Bunlarda denizin cekilirken sahilde biraktigi izler…
Ilerleyen saatlerde sularin cekilmesini firsat bilerek bol bol deniz altinda cekemedigim (cunku kamerama uygun koruyucu kilif alamadim bi turlu) mercanlarin fotograflarini cektim bol bol :))) Her ne kadar cevrelerinde dolanan baliklarla bambaska oluyorsa da mercanlar, denizaltindaki bu harika dunyayi ucundan da olsa paylasayim sizlerle bu sekilde…
Gittigim yerlerde en sevdigim seylerden biri yerli cocuklarin fotograflarini cekmektir benim :) Ama o kadar da kolay degil onlarin en dogal hallerini yakalayip cekmek. Iste bu sebepten sanirim benim gezide favori fotografim bu :)
Sonrasinda ne mi oldu? Biz bir daha arastirip sorusturmadan olmadik otobuslere binmemeye karar verdik oncelikle.
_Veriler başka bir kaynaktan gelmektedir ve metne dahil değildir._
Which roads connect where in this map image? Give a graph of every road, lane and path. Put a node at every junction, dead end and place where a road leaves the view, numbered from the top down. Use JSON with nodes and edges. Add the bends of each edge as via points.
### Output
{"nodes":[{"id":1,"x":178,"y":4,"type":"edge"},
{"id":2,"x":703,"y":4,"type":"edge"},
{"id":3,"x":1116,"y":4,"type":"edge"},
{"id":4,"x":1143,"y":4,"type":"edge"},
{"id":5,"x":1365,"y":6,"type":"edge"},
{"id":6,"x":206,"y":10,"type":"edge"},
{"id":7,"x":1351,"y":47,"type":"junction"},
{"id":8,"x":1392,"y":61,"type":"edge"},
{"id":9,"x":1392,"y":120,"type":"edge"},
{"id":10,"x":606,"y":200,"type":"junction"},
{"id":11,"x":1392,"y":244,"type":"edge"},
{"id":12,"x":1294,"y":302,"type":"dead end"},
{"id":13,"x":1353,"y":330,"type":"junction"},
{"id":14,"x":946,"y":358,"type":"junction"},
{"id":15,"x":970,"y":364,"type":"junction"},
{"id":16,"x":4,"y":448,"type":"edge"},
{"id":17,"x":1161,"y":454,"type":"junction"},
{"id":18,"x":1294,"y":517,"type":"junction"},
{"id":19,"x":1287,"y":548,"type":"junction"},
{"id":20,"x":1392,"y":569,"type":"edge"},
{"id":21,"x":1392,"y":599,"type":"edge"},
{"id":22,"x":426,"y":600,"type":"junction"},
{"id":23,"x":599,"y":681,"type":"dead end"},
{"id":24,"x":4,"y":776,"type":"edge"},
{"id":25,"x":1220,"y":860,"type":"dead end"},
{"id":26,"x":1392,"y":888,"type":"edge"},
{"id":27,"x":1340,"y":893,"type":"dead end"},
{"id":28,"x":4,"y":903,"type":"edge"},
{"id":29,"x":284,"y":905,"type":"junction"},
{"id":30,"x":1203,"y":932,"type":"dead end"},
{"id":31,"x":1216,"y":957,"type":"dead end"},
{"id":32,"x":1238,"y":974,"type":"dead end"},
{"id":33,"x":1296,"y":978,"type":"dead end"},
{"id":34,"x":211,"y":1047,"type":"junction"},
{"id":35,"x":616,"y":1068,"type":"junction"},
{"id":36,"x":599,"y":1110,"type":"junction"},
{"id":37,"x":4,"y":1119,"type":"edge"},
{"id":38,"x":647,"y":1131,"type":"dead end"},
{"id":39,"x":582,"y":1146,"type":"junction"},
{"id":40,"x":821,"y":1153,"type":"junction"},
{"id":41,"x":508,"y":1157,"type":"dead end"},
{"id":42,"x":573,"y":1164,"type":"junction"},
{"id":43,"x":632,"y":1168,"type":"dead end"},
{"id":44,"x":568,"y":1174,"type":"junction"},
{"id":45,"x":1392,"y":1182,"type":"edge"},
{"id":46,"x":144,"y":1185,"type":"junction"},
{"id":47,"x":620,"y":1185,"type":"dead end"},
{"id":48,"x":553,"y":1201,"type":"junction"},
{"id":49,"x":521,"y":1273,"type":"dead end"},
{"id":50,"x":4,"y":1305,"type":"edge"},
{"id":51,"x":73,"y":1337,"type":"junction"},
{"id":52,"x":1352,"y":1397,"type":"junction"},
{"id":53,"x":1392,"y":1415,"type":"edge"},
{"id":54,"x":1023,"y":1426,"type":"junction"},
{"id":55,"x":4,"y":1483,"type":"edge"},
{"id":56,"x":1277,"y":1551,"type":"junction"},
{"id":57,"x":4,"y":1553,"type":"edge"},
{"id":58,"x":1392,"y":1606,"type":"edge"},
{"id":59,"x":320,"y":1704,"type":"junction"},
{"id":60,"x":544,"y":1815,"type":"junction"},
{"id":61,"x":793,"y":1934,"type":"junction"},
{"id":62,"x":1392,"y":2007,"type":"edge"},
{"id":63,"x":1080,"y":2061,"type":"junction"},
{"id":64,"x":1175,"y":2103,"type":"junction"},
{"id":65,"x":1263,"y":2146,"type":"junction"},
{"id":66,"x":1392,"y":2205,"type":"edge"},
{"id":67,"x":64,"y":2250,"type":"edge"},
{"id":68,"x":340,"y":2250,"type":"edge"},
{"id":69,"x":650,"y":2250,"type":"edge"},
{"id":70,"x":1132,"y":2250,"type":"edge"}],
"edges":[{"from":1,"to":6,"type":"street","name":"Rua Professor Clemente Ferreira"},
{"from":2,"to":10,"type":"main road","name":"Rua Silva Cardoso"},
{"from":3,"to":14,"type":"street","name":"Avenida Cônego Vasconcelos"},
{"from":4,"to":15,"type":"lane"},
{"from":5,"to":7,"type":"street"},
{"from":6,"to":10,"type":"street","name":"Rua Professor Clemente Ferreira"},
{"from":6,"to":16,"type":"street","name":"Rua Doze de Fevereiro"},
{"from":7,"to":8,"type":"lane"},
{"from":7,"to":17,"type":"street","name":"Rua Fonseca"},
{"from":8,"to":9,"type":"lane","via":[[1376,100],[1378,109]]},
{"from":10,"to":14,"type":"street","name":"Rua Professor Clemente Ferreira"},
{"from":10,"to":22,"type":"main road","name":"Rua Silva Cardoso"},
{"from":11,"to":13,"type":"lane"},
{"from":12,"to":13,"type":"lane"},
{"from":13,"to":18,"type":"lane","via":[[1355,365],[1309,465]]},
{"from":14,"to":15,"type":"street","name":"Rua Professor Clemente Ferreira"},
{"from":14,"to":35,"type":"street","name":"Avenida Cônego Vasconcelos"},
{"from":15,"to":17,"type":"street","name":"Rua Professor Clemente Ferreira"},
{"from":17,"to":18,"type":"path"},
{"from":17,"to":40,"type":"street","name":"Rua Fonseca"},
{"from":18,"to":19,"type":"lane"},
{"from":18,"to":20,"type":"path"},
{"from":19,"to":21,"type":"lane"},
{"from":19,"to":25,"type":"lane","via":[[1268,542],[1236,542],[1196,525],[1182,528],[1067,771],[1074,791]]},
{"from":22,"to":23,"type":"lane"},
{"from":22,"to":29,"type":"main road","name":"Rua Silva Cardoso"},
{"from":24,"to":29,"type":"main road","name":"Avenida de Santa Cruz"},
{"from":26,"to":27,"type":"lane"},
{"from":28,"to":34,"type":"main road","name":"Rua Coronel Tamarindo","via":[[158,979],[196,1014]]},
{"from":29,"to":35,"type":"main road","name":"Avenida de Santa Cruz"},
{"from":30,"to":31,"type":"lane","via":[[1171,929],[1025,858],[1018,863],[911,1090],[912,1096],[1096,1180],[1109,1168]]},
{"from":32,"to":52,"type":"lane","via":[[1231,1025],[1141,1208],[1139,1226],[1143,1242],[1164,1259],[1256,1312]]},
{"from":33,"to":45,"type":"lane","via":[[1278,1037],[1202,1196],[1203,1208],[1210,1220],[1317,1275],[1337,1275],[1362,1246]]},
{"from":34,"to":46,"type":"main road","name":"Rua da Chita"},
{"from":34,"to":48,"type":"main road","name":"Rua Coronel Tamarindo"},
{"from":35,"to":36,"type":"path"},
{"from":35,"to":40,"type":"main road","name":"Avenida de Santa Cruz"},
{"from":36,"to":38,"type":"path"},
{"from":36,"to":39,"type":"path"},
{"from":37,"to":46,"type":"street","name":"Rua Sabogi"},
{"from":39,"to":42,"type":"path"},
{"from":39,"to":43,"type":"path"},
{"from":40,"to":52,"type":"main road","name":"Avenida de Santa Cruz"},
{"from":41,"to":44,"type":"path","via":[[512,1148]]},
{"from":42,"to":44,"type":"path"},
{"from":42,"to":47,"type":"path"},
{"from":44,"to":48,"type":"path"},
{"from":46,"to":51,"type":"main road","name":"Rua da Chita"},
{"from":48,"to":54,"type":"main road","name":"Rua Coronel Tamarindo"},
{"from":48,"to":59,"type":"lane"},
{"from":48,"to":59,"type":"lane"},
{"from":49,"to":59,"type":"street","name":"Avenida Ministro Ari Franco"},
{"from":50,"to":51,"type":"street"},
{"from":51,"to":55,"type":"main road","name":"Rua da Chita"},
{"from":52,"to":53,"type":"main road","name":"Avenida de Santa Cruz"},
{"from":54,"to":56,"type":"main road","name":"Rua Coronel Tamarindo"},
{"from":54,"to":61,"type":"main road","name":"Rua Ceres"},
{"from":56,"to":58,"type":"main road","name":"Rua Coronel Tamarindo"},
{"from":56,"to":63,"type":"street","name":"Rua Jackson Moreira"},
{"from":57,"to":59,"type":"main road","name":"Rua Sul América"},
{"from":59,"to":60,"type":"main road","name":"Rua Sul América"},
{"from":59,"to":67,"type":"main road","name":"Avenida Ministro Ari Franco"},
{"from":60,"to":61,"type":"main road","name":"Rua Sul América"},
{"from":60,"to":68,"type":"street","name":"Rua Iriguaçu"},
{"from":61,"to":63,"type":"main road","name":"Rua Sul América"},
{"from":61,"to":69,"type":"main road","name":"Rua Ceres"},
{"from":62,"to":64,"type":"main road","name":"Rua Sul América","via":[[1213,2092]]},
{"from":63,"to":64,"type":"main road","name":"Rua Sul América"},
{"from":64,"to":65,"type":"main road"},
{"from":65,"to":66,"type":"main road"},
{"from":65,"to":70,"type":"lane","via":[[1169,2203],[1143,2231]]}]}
Bir de ustune o pislik sofor icin turizm sirketine upuzun bir mail dosendim geregini yapin yoksa size butun gezi sitelerinde rezil ederim diye :D
Deliyim yaparim, hic belli olmaz sagim solum!
Bu arada yol boyunca yuzumuzu guldurebilen detaylardan birini paylasmadan edemiyorum affiniza siginarak :D Anladigimiz kadari ile bu banka Malezyanin buyuk bankalarindan biri olsa gerek zira bircok subesini gorduk, nasil bir yatirim yapiliyor iceride diye dusunmeden edemiyor insan :))) resimlemeden edemedim :D
Velhasil bir geziyi daha olaysiz diyemeyecegim, bol olayli tamamladiktan sonra bir haftadir kendimize gelmeye calisiyoruz yine :)
Hepinize cok guzel bir haftasonu diliyorum :)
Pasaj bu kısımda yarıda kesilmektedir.